Collected data entries:

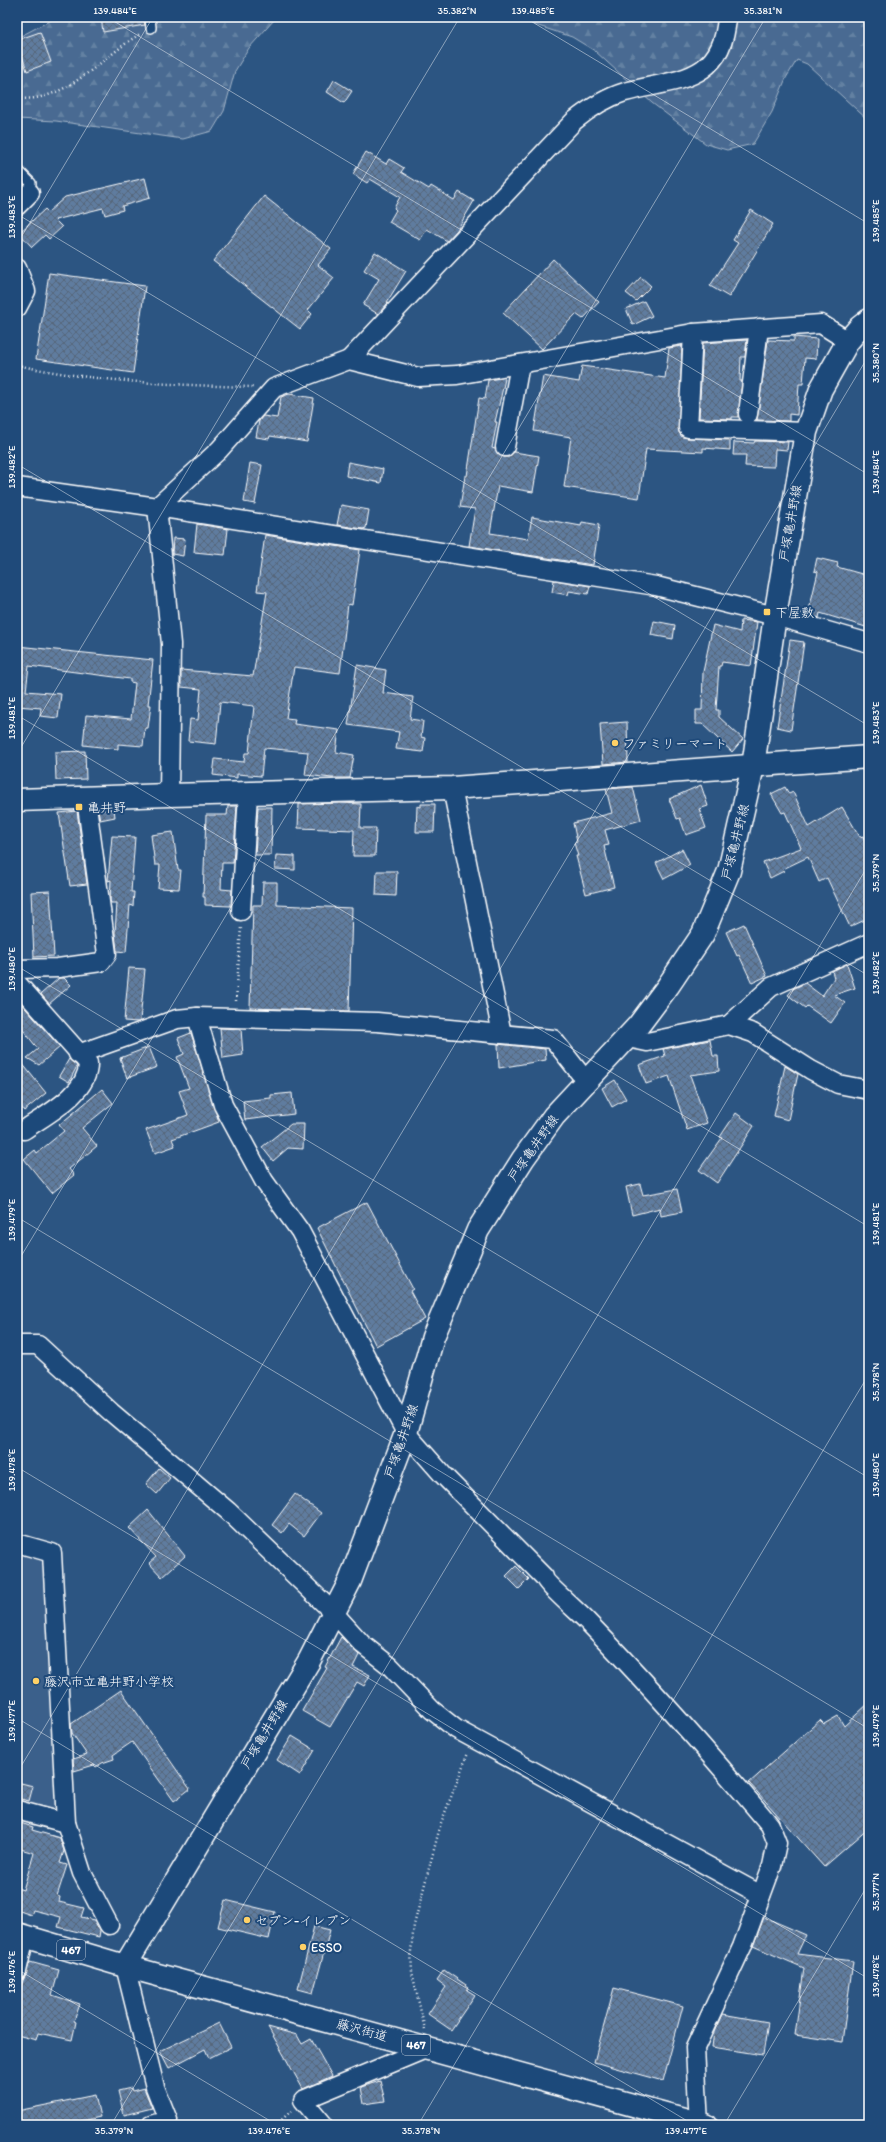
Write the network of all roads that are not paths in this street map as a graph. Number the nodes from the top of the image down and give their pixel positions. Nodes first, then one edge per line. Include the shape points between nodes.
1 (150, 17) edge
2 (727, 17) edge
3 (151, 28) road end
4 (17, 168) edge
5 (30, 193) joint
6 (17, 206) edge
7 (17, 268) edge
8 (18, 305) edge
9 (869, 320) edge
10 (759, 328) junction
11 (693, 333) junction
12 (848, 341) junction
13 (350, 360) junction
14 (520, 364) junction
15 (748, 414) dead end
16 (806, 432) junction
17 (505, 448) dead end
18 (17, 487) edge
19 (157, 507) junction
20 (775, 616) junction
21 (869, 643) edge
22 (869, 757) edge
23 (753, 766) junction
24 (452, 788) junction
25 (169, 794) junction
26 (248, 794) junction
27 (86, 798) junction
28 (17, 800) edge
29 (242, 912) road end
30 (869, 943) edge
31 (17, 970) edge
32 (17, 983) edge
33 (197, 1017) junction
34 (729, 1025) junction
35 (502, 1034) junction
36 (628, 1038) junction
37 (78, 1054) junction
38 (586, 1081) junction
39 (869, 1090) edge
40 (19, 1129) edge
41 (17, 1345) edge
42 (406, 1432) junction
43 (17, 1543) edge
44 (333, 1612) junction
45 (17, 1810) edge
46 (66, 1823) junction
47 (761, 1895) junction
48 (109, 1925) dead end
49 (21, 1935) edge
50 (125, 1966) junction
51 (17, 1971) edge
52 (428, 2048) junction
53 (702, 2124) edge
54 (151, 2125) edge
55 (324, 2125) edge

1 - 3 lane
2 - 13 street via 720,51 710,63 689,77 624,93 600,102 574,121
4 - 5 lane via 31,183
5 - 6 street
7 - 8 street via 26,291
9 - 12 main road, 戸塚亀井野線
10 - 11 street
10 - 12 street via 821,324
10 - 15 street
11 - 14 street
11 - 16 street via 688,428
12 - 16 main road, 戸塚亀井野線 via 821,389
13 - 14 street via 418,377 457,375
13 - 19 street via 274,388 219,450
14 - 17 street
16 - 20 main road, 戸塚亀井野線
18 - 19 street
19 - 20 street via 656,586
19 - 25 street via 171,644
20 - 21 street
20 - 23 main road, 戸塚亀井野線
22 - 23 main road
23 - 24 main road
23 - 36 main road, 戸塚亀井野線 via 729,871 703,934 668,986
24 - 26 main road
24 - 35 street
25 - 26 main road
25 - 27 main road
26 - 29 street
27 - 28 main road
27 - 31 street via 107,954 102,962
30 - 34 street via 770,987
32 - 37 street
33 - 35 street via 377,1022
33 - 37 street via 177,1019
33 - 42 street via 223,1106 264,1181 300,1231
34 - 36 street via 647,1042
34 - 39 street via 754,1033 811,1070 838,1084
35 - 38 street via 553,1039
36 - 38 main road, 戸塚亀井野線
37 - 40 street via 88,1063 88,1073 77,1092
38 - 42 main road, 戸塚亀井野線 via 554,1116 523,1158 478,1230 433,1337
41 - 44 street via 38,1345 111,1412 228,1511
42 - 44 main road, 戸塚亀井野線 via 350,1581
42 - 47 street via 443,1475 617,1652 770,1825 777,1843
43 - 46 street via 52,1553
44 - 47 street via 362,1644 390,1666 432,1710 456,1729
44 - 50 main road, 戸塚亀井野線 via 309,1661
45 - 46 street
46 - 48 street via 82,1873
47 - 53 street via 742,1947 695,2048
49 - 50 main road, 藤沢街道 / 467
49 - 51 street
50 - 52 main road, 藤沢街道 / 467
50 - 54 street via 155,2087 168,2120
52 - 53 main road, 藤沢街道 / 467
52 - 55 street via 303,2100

- **What you have to do**:
In the entries, find every line holding "dead" and copy it.

- **Answer for this exercise**:
15 (748, 414) dead end
17 (505, 448) dead end
48 (109, 1925) dead end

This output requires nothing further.